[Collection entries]

-----

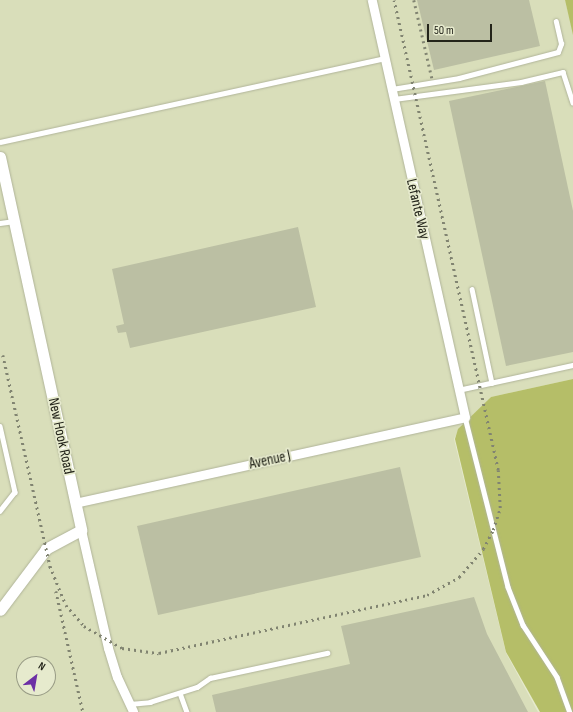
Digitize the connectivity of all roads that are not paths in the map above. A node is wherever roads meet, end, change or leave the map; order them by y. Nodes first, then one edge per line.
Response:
1 (372, 0) edge
2 (556, 22) dead end
3 (385, 58) junction
4 (392, 89) junction
5 (394, 99) junction
6 (573, 102) edge
7 (0, 142) edge
8 (0, 157) edge
9 (3, 189) edge
10 (14, 221) junction
11 (0, 223) edge
12 (472, 289) dead end
13 (573, 365) edge
14 (492, 383) junction
15 (458, 390) junction
16 (465, 417) junction
17 (0, 426) edge
18 (75, 503) junction
19 (0, 511) edge
20 (81, 530) junction
21 (0, 610) edge
22 (327, 653) dead end
23 (180, 692) junction
24 (131, 708) edge
25 (187, 712) edge
26 (570, 712) edge

1 - 3 street, Lefante Way
2 - 4 lane
3 - 4 street, Lefante Way
3 - 7 lane
4 - 5 street, Lefante Way
5 - 6 lane
5 - 15 street, Lefante Way
8 - 9 street, New Hook Road
9 - 10 street, New Hook Road
10 - 11 lane
10 - 18 street, New Hook Road
12 - 14 lane
13 - 14 lane
14 - 15 lane
15 - 16 street, Lefante Way
16 - 18 street, Avenue J
16 - 26 lane
17 - 19 lane
18 - 20 street, New Hook Road
20 - 21 street
20 - 24 street, New Hook Road
22 - 23 lane
23 - 24 lane
23 - 25 lane

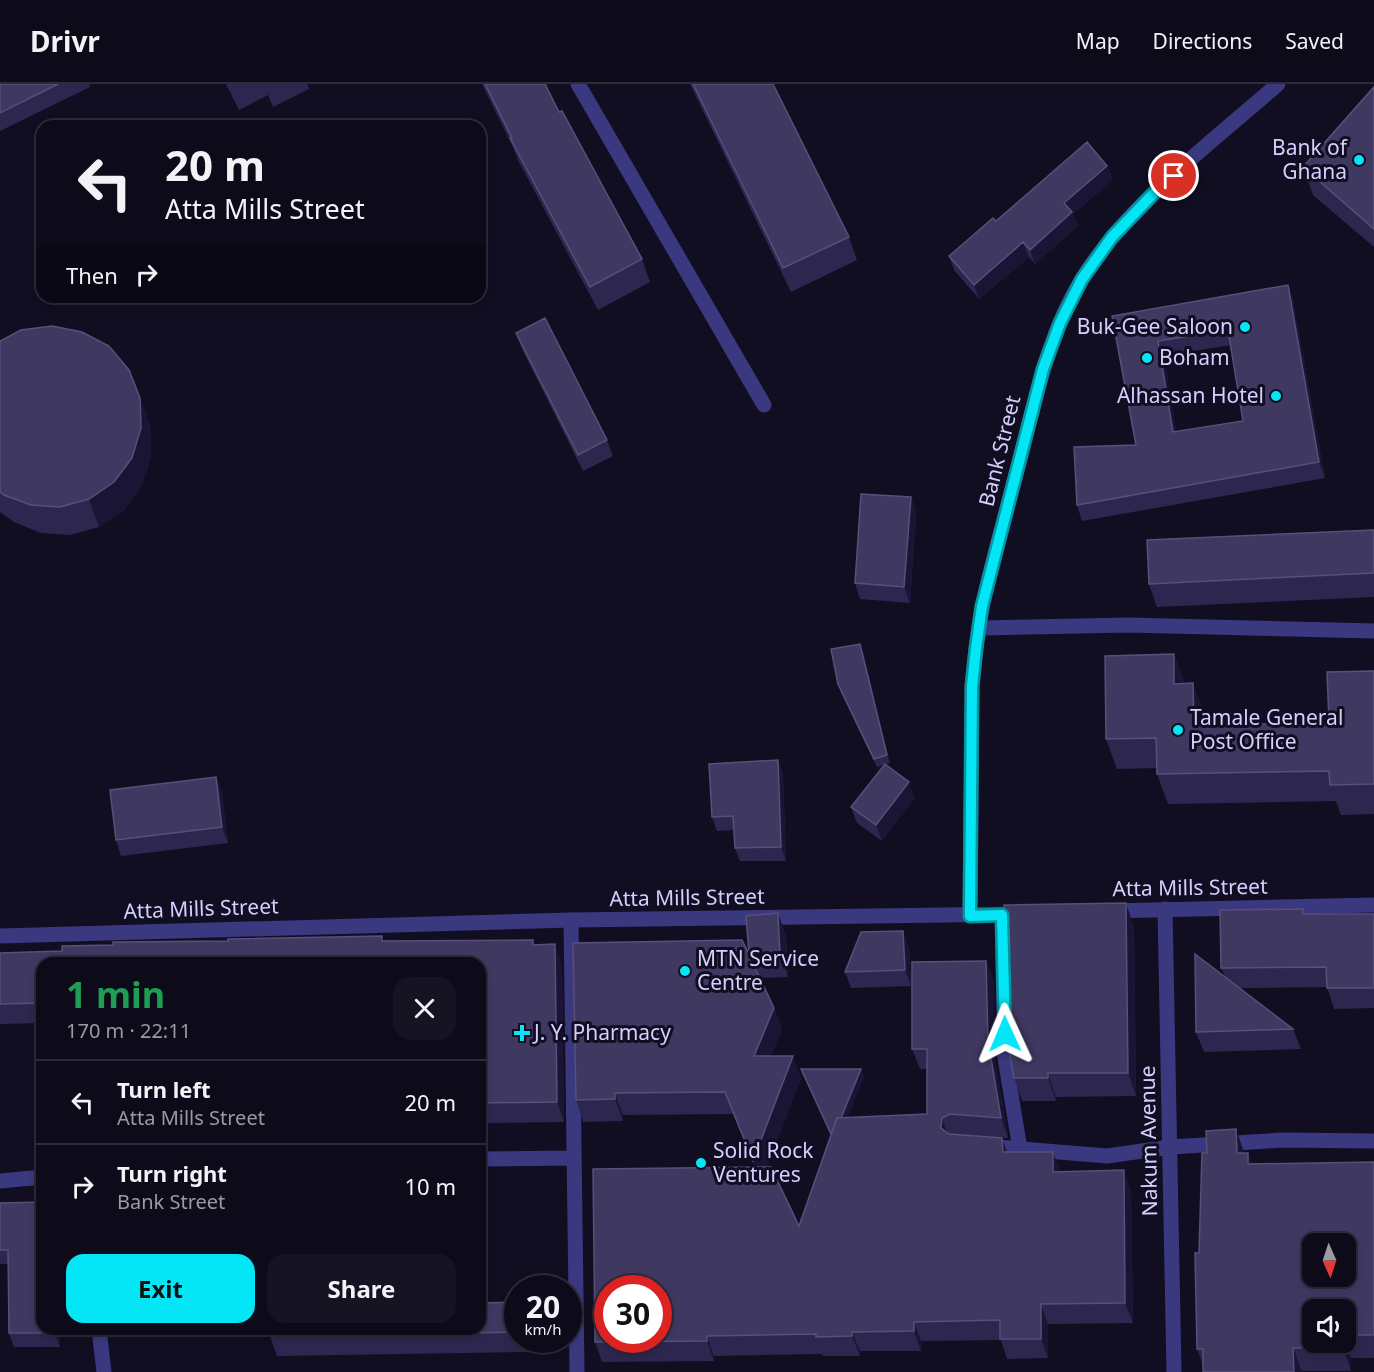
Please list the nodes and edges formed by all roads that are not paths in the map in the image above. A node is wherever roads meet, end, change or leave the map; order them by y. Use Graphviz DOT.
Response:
graph roads {
  1 [pos="578,84"];
  2 [pos="1278,84"];
  3 [pos="764,405"];
  4 [pos="979,628"];
  5 [pos="1374,630"];
  6 [pos="1374,905"];
  7 [pos="1165,909"];
  8 [pos="1095,912"];
  9 [pos="1037,914"];
  10 [pos="1002,915"];
  11 [pos="970,916"];
  12 [pos="571,920"];
  13 [pos="0,936"];
  14 [pos="1374,1141"];
  15 [pos="967,1144"];
  16 [pos="1170,1148"];
  17 [pos="1020,1149"];
  18 [pos="574,1158"];
  19 [pos="486,1159"];
  20 [pos="36,1178"];
  21 [pos="0,1181"];
  22 [pos="100,1335"];
  23 [pos="104,1372"];
  24 [pos="577,1372"];
  25 [pos="1174,1372"];
  1 -- 3 [label="street"];
  2 -- 4 [label="street, Bank Street"];
  4 -- 5 [label="street"];
  4 -- 11 [label="street, Bank Street"];
  6 -- 7 [label="street, Atta Mills Street"];
  7 -- 8 [label="street, Atta Mills Street"];
  7 -- 16 [label="street, Nakum Avenue"];
  9 -- 10 [label="street, Atta Mills Street"];
  10 -- 11 [label="street, Atta Mills Street"];
  10 -- 17 [label="street"];
  11 -- 12 [label="street, Atta Mills Street"];
  12 -- 13 [label="street, Atta Mills Street"];
  12 -- 18 [label="street"];
  14 -- 16 [label="street"];
  15 -- 17 [label="street"];
  16 -- 17 [label="street"];
  16 -- 25 [label="street, Nakum Avenue"];
  18 -- 19 [label="street"];
  18 -- 24 [label="street"];
  20 -- 21 [label="street"];
  22 -- 23 [label="street"];
}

-----

Assigned task ▸ Pick out each line above that includes "wherever" and show it.

Written answer ▸
Digitize the connectivity of all roads that are not paths in the map above. A node is wherever roads meet, end, change or leave the map; order them by y. Nodes first, then one edge per line.
Please list the nodes and edges formed by all roads that are not paths in the map in the image above. A node is wherever roads meet, end, change or leave the map; order them by y. Use Graphviz DOT.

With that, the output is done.